ヘンリーがブルックリン橋から飛び降りた後、イースト川でシャロン医師に助けられる場面があるんですが、そこで映画の語り手(ヘンリーの声)によって語られる言葉を引用します(字幕をそのまま書き出しているので、原文とは多少内容が異なります)。

橋から飛び降りた瞬間 時の流れが止まり
ヘンリーは思った
人生は不思議で はなかない
その一瞬一瞬が貴重でかけがえのないもの
喜びと驚きに満ちている
なぜ自殺を試みるまで気づかなかったのか
腹立たしくてしかたなかった

このように語られる映画の公開から3ヶ月も経たない内に彼が本当に自殺してしまうというのは、なんとも皮肉な話です。
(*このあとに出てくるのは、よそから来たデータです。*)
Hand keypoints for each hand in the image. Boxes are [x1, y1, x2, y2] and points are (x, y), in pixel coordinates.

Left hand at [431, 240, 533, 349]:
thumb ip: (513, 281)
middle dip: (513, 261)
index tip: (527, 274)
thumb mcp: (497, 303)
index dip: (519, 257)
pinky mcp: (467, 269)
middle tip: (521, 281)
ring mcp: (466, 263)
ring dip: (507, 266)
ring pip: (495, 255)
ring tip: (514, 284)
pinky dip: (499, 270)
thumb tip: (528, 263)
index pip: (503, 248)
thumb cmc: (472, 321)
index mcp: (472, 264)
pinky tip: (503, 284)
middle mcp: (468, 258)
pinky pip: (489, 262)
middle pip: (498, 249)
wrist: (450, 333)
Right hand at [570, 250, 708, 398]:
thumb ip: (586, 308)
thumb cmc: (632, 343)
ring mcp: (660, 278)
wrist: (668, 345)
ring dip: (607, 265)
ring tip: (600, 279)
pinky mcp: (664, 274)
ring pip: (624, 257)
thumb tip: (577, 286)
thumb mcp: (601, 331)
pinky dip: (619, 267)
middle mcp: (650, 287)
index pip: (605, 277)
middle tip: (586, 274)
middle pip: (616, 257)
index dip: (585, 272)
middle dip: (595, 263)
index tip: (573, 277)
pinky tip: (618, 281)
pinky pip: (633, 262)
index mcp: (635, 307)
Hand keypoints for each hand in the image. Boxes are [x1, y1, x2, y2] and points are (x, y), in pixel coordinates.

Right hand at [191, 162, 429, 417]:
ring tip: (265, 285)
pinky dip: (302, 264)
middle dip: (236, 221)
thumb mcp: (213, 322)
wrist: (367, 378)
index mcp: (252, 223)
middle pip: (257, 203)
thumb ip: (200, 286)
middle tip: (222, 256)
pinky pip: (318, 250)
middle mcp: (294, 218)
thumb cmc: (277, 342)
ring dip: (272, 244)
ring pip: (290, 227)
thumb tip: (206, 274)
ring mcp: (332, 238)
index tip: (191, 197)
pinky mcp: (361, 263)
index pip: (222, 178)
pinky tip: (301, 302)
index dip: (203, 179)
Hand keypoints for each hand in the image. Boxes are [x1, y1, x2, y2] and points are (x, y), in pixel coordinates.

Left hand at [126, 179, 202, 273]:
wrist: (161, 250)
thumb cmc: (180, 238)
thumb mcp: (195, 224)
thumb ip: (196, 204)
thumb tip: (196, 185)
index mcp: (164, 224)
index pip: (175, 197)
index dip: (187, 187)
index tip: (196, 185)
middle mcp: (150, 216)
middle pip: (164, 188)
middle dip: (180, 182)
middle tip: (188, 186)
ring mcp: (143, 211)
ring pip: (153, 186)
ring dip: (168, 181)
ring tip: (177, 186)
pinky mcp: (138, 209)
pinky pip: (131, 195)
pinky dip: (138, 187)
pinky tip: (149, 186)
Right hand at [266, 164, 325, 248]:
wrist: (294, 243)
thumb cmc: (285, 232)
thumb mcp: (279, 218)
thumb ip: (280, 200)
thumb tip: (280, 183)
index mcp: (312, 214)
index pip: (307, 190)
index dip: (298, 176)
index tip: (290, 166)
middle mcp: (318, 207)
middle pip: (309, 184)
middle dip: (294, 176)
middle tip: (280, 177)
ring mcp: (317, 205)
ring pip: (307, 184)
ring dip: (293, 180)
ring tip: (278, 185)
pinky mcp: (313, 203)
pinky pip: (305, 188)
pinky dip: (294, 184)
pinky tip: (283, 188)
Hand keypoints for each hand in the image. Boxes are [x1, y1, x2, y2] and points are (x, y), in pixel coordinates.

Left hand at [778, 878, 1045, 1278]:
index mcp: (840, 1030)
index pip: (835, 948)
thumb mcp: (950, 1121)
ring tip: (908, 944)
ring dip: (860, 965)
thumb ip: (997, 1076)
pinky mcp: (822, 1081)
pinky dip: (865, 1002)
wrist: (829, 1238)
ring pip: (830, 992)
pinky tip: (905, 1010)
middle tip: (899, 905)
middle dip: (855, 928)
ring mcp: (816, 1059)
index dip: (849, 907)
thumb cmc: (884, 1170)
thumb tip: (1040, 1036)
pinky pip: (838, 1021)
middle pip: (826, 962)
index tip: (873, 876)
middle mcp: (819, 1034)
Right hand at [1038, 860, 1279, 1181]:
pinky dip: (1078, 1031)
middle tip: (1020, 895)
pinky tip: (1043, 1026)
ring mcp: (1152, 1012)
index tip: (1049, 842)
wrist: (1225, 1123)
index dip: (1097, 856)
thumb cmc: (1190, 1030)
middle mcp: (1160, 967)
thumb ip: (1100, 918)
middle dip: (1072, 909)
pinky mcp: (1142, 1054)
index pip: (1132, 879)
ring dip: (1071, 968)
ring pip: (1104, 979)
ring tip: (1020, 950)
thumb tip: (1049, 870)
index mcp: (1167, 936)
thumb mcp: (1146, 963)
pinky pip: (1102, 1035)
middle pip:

映画のラスト近く、ベッドの上のヘンリーが息子に次のように語ります。

自分の墓石にはこう刻まれる
“ヘンリー・アルトマン1951-2014”

ロビン・ウィリアムズは1951年生まれ。亡くなったのは2014年です。うーん、この符合は偶然とはいえ考えさせられますね。

映画のラストシーンで、ヘンリーの遺灰はイースト川に散骨されます。ロビン・ウィリアムズ本人の遺体も火葬された後、サンフランシスコ湾に散骨されたそうです。